_ASSIGNED TASK_. The records that follow are to be repeated exactly, with no pictures carried over.

Start of LISTED ENTRIES

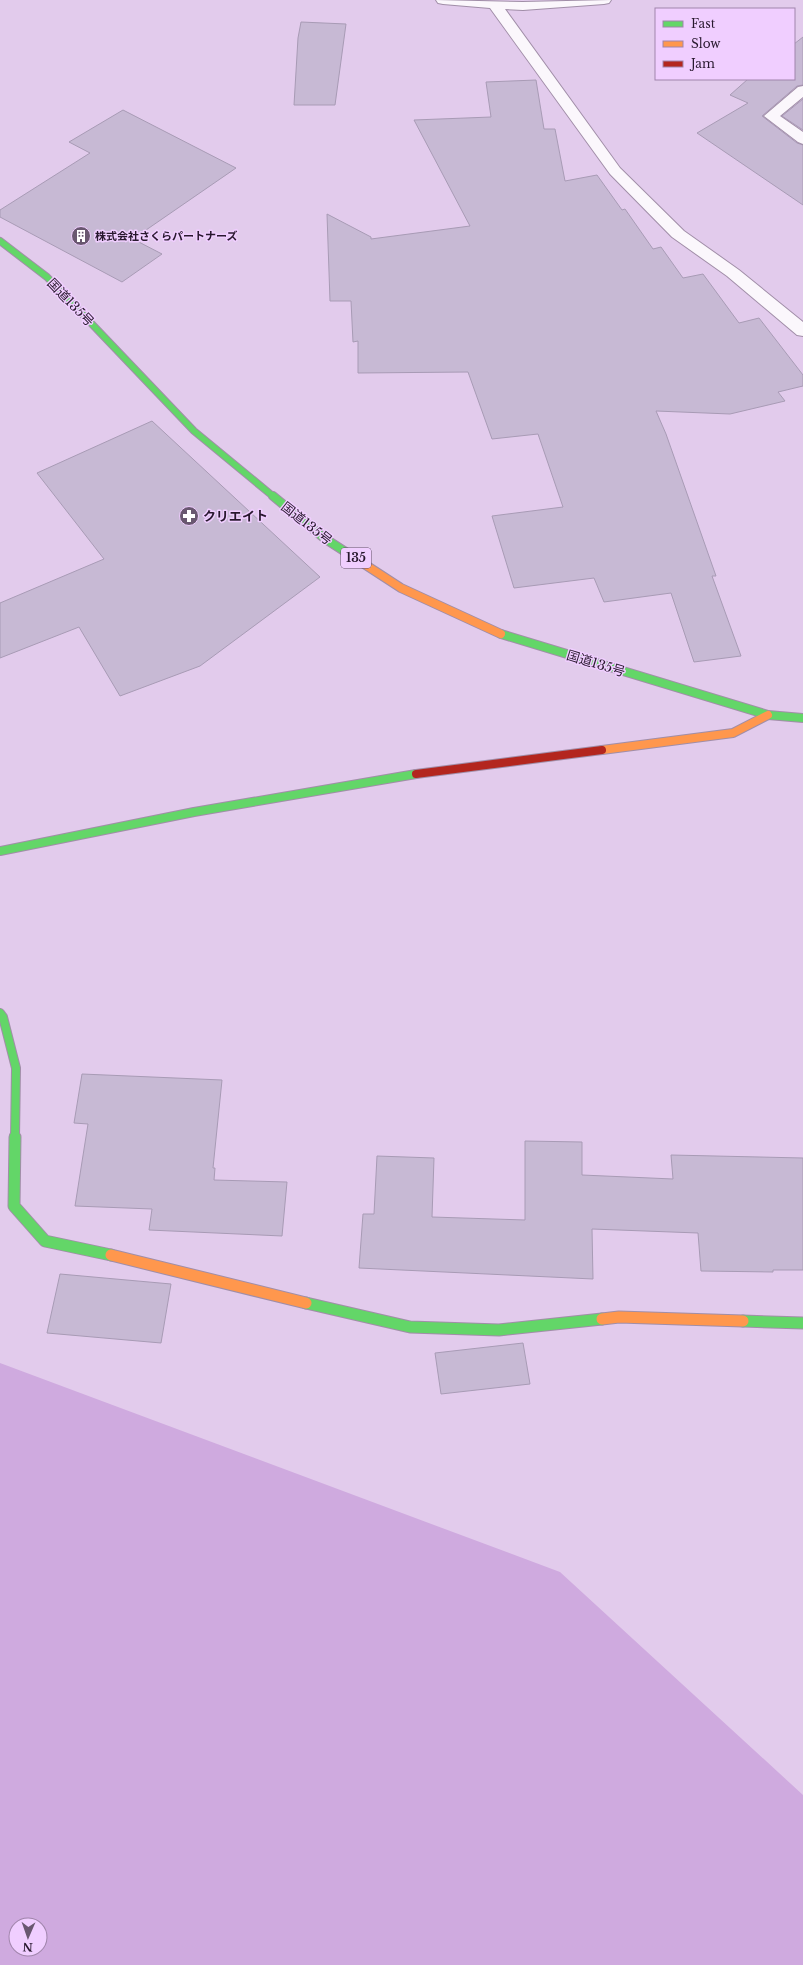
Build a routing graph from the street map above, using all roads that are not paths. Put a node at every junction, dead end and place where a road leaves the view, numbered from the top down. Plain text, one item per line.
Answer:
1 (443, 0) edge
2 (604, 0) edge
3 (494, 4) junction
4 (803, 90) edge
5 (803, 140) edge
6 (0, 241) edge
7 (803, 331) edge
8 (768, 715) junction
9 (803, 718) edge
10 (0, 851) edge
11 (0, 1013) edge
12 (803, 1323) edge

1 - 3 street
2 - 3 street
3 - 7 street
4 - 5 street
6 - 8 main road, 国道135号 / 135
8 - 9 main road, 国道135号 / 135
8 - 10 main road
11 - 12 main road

End of LISTED ENTRIES

_TASK SOLUTION_.
Build a routing graph from the street map above, using all roads that are not paths. Put a node at every junction, dead end and place where a road leaves the view, numbered from the top down. Plain text, one item per line.
Answer:
1 (443, 0) edge
2 (604, 0) edge
3 (494, 4) junction
4 (803, 90) edge
5 (803, 140) edge
6 (0, 241) edge
7 (803, 331) edge
8 (768, 715) junction
9 (803, 718) edge
10 (0, 851) edge
11 (0, 1013) edge
12 (803, 1323) edge

1 - 3 street
2 - 3 street
3 - 7 street
4 - 5 street
6 - 8 main road, 国道135号 / 135
8 - 9 main road, 国道135号 / 135
8 - 10 main road
11 - 12 main road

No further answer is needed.